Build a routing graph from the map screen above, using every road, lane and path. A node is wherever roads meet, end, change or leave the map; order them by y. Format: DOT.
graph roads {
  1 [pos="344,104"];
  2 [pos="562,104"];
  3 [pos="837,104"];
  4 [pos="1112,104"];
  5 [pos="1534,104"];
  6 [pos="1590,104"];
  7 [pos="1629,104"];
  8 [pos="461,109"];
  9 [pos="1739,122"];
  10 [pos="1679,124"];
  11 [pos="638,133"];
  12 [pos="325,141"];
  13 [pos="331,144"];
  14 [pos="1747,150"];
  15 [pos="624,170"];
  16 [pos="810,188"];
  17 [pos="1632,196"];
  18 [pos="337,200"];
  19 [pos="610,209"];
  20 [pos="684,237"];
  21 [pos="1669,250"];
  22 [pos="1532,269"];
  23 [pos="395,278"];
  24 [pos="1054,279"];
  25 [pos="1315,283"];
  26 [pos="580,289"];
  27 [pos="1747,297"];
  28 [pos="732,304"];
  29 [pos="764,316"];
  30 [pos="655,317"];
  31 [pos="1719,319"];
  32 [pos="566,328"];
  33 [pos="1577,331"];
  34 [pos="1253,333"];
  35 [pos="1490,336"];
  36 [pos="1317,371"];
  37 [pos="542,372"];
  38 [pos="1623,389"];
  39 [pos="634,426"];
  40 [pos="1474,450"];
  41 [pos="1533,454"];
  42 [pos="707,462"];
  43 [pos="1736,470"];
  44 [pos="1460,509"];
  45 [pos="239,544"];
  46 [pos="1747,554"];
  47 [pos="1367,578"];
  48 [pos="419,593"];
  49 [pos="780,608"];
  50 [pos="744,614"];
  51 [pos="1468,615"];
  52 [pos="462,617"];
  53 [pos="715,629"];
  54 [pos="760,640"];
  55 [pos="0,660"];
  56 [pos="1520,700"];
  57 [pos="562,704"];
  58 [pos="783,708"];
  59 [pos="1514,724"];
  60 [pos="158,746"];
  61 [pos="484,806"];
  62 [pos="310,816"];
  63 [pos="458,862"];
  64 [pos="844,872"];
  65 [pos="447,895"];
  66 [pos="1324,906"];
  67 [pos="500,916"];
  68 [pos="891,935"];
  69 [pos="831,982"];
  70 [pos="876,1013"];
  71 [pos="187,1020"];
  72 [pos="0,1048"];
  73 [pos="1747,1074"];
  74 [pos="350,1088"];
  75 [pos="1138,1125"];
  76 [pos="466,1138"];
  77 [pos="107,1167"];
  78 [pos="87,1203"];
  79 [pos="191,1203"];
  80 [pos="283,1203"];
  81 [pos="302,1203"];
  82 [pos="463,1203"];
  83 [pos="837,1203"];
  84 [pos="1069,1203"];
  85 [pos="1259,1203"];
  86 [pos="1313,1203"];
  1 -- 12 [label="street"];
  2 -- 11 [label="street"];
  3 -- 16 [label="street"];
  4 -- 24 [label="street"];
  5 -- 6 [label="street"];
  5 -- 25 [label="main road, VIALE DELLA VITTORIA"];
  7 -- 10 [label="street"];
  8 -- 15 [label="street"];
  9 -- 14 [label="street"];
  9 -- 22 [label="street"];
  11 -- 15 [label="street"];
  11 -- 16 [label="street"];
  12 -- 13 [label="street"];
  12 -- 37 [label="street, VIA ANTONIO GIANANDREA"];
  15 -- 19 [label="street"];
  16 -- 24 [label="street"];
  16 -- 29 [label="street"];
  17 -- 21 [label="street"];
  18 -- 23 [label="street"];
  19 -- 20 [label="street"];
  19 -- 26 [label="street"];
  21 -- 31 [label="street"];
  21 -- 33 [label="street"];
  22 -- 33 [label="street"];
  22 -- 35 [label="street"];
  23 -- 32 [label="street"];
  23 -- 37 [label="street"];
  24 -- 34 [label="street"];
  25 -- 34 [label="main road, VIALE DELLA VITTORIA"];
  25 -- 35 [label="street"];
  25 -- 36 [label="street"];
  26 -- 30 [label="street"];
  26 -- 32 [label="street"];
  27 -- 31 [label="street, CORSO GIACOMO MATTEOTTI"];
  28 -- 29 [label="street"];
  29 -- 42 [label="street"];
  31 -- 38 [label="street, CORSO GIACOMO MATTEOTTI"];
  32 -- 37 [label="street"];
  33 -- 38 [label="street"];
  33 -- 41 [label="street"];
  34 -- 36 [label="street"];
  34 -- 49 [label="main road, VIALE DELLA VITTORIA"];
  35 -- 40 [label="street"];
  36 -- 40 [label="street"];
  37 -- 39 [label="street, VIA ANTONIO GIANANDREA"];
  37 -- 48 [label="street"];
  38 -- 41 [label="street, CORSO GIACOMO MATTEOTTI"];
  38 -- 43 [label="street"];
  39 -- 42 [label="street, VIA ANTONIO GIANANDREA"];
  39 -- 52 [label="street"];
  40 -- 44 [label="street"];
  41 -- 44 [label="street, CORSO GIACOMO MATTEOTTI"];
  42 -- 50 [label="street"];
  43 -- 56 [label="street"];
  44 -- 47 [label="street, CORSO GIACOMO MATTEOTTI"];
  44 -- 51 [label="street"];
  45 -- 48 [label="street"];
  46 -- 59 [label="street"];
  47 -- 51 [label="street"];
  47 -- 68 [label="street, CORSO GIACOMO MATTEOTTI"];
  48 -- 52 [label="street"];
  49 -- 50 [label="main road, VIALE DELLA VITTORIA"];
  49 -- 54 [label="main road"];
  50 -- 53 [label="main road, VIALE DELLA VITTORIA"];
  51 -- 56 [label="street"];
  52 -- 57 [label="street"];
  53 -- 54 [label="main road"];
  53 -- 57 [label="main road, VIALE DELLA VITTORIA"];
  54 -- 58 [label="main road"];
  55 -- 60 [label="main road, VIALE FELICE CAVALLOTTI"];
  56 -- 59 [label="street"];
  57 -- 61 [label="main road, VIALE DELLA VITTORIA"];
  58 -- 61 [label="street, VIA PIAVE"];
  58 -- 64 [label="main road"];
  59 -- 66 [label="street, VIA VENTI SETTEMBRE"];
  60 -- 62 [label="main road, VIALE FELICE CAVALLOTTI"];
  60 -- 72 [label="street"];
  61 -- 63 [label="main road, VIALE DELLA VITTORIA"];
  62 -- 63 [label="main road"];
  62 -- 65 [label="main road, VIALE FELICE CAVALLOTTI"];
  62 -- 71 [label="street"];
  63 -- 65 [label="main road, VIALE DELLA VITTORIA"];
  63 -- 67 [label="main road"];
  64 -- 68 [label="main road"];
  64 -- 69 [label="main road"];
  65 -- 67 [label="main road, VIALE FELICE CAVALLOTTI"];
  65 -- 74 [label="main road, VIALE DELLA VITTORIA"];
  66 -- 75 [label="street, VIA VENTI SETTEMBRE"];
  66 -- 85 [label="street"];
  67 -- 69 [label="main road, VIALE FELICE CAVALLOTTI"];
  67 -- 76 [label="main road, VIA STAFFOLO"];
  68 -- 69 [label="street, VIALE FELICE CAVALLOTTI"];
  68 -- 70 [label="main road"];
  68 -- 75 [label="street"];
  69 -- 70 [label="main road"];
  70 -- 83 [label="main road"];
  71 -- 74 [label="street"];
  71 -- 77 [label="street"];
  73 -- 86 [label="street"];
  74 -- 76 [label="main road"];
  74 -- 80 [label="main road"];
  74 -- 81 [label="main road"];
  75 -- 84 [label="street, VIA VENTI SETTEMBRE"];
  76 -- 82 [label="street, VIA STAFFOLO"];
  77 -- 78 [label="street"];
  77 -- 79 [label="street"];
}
┄┄┄┄┄┄┄┄┄┄┄┄┄┄┄┄┄┄┄┄
The material above needs to be copied out in full, exactly as given.

◆ EXPECTED ANSWER:
Build a routing graph from the map screen above, using every road, lane and path. A node is wherever roads meet, end, change or leave the map; order them by y. Format: DOT.
graph roads {
  1 [pos="344,104"];
  2 [pos="562,104"];
  3 [pos="837,104"];
  4 [pos="1112,104"];
  5 [pos="1534,104"];
  6 [pos="1590,104"];
  7 [pos="1629,104"];
  8 [pos="461,109"];
  9 [pos="1739,122"];
  10 [pos="1679,124"];
  11 [pos="638,133"];
  12 [pos="325,141"];
  13 [pos="331,144"];
  14 [pos="1747,150"];
  15 [pos="624,170"];
  16 [pos="810,188"];
  17 [pos="1632,196"];
  18 [pos="337,200"];
  19 [pos="610,209"];
  20 [pos="684,237"];
  21 [pos="1669,250"];
  22 [pos="1532,269"];
  23 [pos="395,278"];
  24 [pos="1054,279"];
  25 [pos="1315,283"];
  26 [pos="580,289"];
  27 [pos="1747,297"];
  28 [pos="732,304"];
  29 [pos="764,316"];
  30 [pos="655,317"];
  31 [pos="1719,319"];
  32 [pos="566,328"];
  33 [pos="1577,331"];
  34 [pos="1253,333"];
  35 [pos="1490,336"];
  36 [pos="1317,371"];
  37 [pos="542,372"];
  38 [pos="1623,389"];
  39 [pos="634,426"];
  40 [pos="1474,450"];
  41 [pos="1533,454"];
  42 [pos="707,462"];
  43 [pos="1736,470"];
  44 [pos="1460,509"];
  45 [pos="239,544"];
  46 [pos="1747,554"];
  47 [pos="1367,578"];
  48 [pos="419,593"];
  49 [pos="780,608"];
  50 [pos="744,614"];
  51 [pos="1468,615"];
  52 [pos="462,617"];
  53 [pos="715,629"];
  54 [pos="760,640"];
  55 [pos="0,660"];
  56 [pos="1520,700"];
  57 [pos="562,704"];
  58 [pos="783,708"];
  59 [pos="1514,724"];
  60 [pos="158,746"];
  61 [pos="484,806"];
  62 [pos="310,816"];
  63 [pos="458,862"];
  64 [pos="844,872"];
  65 [pos="447,895"];
  66 [pos="1324,906"];
  67 [pos="500,916"];
  68 [pos="891,935"];
  69 [pos="831,982"];
  70 [pos="876,1013"];
  71 [pos="187,1020"];
  72 [pos="0,1048"];
  73 [pos="1747,1074"];
  74 [pos="350,1088"];
  75 [pos="1138,1125"];
  76 [pos="466,1138"];
  77 [pos="107,1167"];
  78 [pos="87,1203"];
  79 [pos="191,1203"];
  80 [pos="283,1203"];
  81 [pos="302,1203"];
  82 [pos="463,1203"];
  83 [pos="837,1203"];
  84 [pos="1069,1203"];
  85 [pos="1259,1203"];
  86 [pos="1313,1203"];
  1 -- 12 [label="street"];
  2 -- 11 [label="street"];
  3 -- 16 [label="street"];
  4 -- 24 [label="street"];
  5 -- 6 [label="street"];
  5 -- 25 [label="main road, VIALE DELLA VITTORIA"];
  7 -- 10 [label="street"];
  8 -- 15 [label="street"];
  9 -- 14 [label="street"];
  9 -- 22 [label="street"];
  11 -- 15 [label="street"];
  11 -- 16 [label="street"];
  12 -- 13 [label="street"];
  12 -- 37 [label="street, VIA ANTONIO GIANANDREA"];
  15 -- 19 [label="street"];
  16 -- 24 [label="street"];
  16 -- 29 [label="street"];
  17 -- 21 [label="street"];
  18 -- 23 [label="street"];
  19 -- 20 [label="street"];
  19 -- 26 [label="street"];
  21 -- 31 [label="street"];
  21 -- 33 [label="street"];
  22 -- 33 [label="street"];
  22 -- 35 [label="street"];
  23 -- 32 [label="street"];
  23 -- 37 [label="street"];
  24 -- 34 [label="street"];
  25 -- 34 [label="main road, VIALE DELLA VITTORIA"];
  25 -- 35 [label="street"];
  25 -- 36 [label="street"];
  26 -- 30 [label="street"];
  26 -- 32 [label="street"];
  27 -- 31 [label="street, CORSO GIACOMO MATTEOTTI"];
  28 -- 29 [label="street"];
  29 -- 42 [label="street"];
  31 -- 38 [label="street, CORSO GIACOMO MATTEOTTI"];
  32 -- 37 [label="street"];
  33 -- 38 [label="street"];
  33 -- 41 [label="street"];
  34 -- 36 [label="street"];
  34 -- 49 [label="main road, VIALE DELLA VITTORIA"];
  35 -- 40 [label="street"];
  36 -- 40 [label="street"];
  37 -- 39 [label="street, VIA ANTONIO GIANANDREA"];
  37 -- 48 [label="street"];
  38 -- 41 [label="street, CORSO GIACOMO MATTEOTTI"];
  38 -- 43 [label="street"];
  39 -- 42 [label="street, VIA ANTONIO GIANANDREA"];
  39 -- 52 [label="street"];
  40 -- 44 [label="street"];
  41 -- 44 [label="street, CORSO GIACOMO MATTEOTTI"];
  42 -- 50 [label="street"];
  43 -- 56 [label="street"];
  44 -- 47 [label="street, CORSO GIACOMO MATTEOTTI"];
  44 -- 51 [label="street"];
  45 -- 48 [label="street"];
  46 -- 59 [label="street"];
  47 -- 51 [label="street"];
  47 -- 68 [label="street, CORSO GIACOMO MATTEOTTI"];
  48 -- 52 [label="street"];
  49 -- 50 [label="main road, VIALE DELLA VITTORIA"];
  49 -- 54 [label="main road"];
  50 -- 53 [label="main road, VIALE DELLA VITTORIA"];
  51 -- 56 [label="street"];
  52 -- 57 [label="street"];
  53 -- 54 [label="main road"];
  53 -- 57 [label="main road, VIALE DELLA VITTORIA"];
  54 -- 58 [label="main road"];
  55 -- 60 [label="main road, VIALE FELICE CAVALLOTTI"];
  56 -- 59 [label="street"];
  57 -- 61 [label="main road, VIALE DELLA VITTORIA"];
  58 -- 61 [label="street, VIA PIAVE"];
  58 -- 64 [label="main road"];
  59 -- 66 [label="street, VIA VENTI SETTEMBRE"];
  60 -- 62 [label="main road, VIALE FELICE CAVALLOTTI"];
  60 -- 72 [label="street"];
  61 -- 63 [label="main road, VIALE DELLA VITTORIA"];
  62 -- 63 [label="main road"];
  62 -- 65 [label="main road, VIALE FELICE CAVALLOTTI"];
  62 -- 71 [label="street"];
  63 -- 65 [label="main road, VIALE DELLA VITTORIA"];
  63 -- 67 [label="main road"];
  64 -- 68 [label="main road"];
  64 -- 69 [label="main road"];
  65 -- 67 [label="main road, VIALE FELICE CAVALLOTTI"];
  65 -- 74 [label="main road, VIALE DELLA VITTORIA"];
  66 -- 75 [label="street, VIA VENTI SETTEMBRE"];
  66 -- 85 [label="street"];
  67 -- 69 [label="main road, VIALE FELICE CAVALLOTTI"];
  67 -- 76 [label="main road, VIA STAFFOLO"];
  68 -- 69 [label="street, VIALE FELICE CAVALLOTTI"];
  68 -- 70 [label="main road"];
  68 -- 75 [label="street"];
  69 -- 70 [label="main road"];
  70 -- 83 [label="main road"];
  71 -- 74 [label="street"];
  71 -- 77 [label="street"];
  73 -- 86 [label="street"];
  74 -- 76 [label="main road"];
  74 -- 80 [label="main road"];
  74 -- 81 [label="main road"];
  75 -- 84 [label="street, VIA VENTI SETTEMBRE"];
  76 -- 82 [label="street, VIA STAFFOLO"];
  77 -- 78 [label="street"];
  77 -- 79 [label="street"];
}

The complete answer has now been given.